→ **WHAT YOU ARE ASKED TO DO**
For each line below that holds the word "Nelson", make a copy.

→ **RECORDS**
━━━━━━

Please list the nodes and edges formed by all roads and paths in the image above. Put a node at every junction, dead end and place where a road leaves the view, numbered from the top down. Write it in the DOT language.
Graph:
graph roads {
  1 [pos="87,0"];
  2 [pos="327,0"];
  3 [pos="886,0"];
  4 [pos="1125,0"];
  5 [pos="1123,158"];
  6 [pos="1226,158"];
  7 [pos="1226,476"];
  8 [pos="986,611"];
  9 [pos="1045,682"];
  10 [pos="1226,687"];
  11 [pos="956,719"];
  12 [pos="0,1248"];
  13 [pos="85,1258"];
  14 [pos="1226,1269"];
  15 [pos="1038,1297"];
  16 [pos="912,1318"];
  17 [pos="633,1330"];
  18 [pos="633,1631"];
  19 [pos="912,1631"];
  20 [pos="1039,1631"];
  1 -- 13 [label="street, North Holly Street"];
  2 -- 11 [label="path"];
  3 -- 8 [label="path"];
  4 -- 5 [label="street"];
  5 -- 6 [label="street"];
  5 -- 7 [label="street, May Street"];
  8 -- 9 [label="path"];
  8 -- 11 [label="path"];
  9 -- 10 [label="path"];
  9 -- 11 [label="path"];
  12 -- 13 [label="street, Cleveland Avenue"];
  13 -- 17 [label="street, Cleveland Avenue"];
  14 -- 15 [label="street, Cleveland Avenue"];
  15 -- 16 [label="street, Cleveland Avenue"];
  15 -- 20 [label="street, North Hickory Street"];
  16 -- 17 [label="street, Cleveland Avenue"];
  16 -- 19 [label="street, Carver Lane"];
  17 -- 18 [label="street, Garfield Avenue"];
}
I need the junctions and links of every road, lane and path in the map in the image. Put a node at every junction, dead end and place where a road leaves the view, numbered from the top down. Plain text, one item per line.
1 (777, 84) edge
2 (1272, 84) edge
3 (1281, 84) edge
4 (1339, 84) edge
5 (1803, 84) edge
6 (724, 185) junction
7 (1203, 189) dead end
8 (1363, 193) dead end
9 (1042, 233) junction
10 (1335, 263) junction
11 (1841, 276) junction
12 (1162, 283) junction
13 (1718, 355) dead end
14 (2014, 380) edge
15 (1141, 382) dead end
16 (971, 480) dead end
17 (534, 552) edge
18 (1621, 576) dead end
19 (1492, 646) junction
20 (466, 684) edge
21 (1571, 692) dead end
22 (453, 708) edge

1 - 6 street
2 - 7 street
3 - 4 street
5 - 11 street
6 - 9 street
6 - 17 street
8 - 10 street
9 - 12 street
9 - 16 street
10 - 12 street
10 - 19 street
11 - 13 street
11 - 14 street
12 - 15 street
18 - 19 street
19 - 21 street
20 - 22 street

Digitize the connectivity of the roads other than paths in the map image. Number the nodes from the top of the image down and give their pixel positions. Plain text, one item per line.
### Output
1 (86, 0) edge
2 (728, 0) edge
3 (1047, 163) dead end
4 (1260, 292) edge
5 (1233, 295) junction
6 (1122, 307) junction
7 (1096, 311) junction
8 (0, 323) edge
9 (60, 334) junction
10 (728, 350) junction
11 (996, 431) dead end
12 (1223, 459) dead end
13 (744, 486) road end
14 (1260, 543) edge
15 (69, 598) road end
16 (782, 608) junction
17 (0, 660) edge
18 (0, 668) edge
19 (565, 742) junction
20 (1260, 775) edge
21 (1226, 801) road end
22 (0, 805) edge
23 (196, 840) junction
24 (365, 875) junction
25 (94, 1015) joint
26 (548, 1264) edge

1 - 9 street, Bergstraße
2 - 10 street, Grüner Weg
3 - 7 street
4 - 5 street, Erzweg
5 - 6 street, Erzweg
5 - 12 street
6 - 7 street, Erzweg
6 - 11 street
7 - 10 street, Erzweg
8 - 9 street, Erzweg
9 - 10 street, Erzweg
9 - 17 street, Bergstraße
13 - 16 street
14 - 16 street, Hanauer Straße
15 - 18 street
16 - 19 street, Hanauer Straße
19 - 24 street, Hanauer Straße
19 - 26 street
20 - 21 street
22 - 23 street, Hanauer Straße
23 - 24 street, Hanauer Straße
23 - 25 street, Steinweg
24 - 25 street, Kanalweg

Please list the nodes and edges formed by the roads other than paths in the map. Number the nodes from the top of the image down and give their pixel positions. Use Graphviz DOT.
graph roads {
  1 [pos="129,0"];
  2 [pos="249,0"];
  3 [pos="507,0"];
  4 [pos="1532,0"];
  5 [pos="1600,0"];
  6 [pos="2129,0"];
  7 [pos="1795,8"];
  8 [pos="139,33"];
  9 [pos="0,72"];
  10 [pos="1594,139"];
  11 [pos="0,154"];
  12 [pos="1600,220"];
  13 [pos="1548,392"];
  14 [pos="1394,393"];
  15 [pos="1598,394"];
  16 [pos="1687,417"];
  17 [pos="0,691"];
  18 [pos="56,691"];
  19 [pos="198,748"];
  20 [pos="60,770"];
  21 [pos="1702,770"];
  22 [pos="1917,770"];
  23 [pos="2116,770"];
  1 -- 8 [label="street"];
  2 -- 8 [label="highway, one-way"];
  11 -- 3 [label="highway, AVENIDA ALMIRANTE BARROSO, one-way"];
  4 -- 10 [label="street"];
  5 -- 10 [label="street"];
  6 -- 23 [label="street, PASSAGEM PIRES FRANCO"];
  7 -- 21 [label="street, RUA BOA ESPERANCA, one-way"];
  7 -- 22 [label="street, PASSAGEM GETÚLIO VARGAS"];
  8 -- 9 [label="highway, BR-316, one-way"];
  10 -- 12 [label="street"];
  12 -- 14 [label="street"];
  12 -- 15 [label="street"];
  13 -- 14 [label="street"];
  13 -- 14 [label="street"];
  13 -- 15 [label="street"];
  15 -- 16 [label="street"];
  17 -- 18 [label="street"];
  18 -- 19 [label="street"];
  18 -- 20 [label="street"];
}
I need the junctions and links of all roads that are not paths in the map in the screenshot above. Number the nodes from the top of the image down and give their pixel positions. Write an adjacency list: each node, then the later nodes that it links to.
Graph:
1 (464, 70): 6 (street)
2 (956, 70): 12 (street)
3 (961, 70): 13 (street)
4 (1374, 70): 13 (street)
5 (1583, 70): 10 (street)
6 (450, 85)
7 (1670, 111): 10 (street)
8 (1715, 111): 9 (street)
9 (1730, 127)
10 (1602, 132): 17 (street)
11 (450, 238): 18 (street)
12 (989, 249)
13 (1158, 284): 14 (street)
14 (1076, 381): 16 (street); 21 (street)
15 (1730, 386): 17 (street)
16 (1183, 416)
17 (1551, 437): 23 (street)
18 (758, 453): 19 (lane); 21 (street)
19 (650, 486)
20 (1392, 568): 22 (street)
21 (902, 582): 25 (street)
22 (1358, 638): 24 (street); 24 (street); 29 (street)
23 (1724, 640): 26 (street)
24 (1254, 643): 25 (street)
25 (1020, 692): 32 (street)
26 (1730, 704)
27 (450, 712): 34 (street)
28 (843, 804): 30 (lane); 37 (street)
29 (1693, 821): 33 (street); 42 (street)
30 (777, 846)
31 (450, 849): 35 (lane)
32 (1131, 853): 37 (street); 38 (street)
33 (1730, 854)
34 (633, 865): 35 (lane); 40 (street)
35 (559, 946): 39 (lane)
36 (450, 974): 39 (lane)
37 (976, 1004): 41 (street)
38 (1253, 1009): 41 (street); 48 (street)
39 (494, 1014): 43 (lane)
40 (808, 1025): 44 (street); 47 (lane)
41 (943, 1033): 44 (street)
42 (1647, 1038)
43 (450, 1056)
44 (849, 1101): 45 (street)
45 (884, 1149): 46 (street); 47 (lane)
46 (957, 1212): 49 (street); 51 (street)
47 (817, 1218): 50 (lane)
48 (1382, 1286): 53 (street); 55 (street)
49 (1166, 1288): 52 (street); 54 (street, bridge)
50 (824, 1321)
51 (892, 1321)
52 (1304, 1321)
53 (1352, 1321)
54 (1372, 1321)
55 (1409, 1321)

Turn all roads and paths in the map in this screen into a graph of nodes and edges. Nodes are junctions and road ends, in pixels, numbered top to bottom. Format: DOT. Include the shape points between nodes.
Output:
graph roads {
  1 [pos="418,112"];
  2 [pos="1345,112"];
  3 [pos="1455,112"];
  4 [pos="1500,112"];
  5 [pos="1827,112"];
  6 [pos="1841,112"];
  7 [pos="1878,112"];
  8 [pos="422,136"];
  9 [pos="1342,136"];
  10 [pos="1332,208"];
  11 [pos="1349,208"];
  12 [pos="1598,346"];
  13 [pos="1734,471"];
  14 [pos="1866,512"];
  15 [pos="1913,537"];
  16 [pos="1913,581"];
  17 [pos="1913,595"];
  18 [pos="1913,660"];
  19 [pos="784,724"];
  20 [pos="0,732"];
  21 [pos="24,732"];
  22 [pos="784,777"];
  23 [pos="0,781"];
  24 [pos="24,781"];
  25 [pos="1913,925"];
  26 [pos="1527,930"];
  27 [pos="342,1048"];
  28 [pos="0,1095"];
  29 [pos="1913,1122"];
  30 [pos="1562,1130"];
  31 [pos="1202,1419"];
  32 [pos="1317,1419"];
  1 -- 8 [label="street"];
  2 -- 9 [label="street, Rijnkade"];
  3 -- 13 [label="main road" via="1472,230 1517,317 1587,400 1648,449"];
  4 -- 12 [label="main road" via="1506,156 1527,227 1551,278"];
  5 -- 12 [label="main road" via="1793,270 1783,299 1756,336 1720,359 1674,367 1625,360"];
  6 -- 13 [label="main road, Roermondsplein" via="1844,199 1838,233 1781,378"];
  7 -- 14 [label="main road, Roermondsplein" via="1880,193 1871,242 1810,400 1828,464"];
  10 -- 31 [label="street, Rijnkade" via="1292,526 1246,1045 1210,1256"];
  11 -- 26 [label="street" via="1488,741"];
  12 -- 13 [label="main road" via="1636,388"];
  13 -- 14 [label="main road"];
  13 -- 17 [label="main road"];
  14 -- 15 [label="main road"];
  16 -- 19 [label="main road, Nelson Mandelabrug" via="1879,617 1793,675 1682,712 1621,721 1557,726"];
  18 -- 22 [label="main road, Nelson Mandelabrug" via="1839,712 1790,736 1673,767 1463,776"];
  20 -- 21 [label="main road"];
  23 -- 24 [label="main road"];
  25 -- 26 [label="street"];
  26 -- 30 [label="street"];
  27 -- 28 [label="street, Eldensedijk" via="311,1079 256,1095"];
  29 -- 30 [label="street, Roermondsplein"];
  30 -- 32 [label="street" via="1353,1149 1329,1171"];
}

━━━━━━

→ **ANSWER SPACE**
  16 -- 19 [label="main road, Nelson Mandelabrug" via="1879,617 1793,675 1682,712 1621,721 1557,726"];
  18 -- 22 [label="main road, Nelson Mandelabrug" via="1839,712 1790,736 1673,767 1463,776"];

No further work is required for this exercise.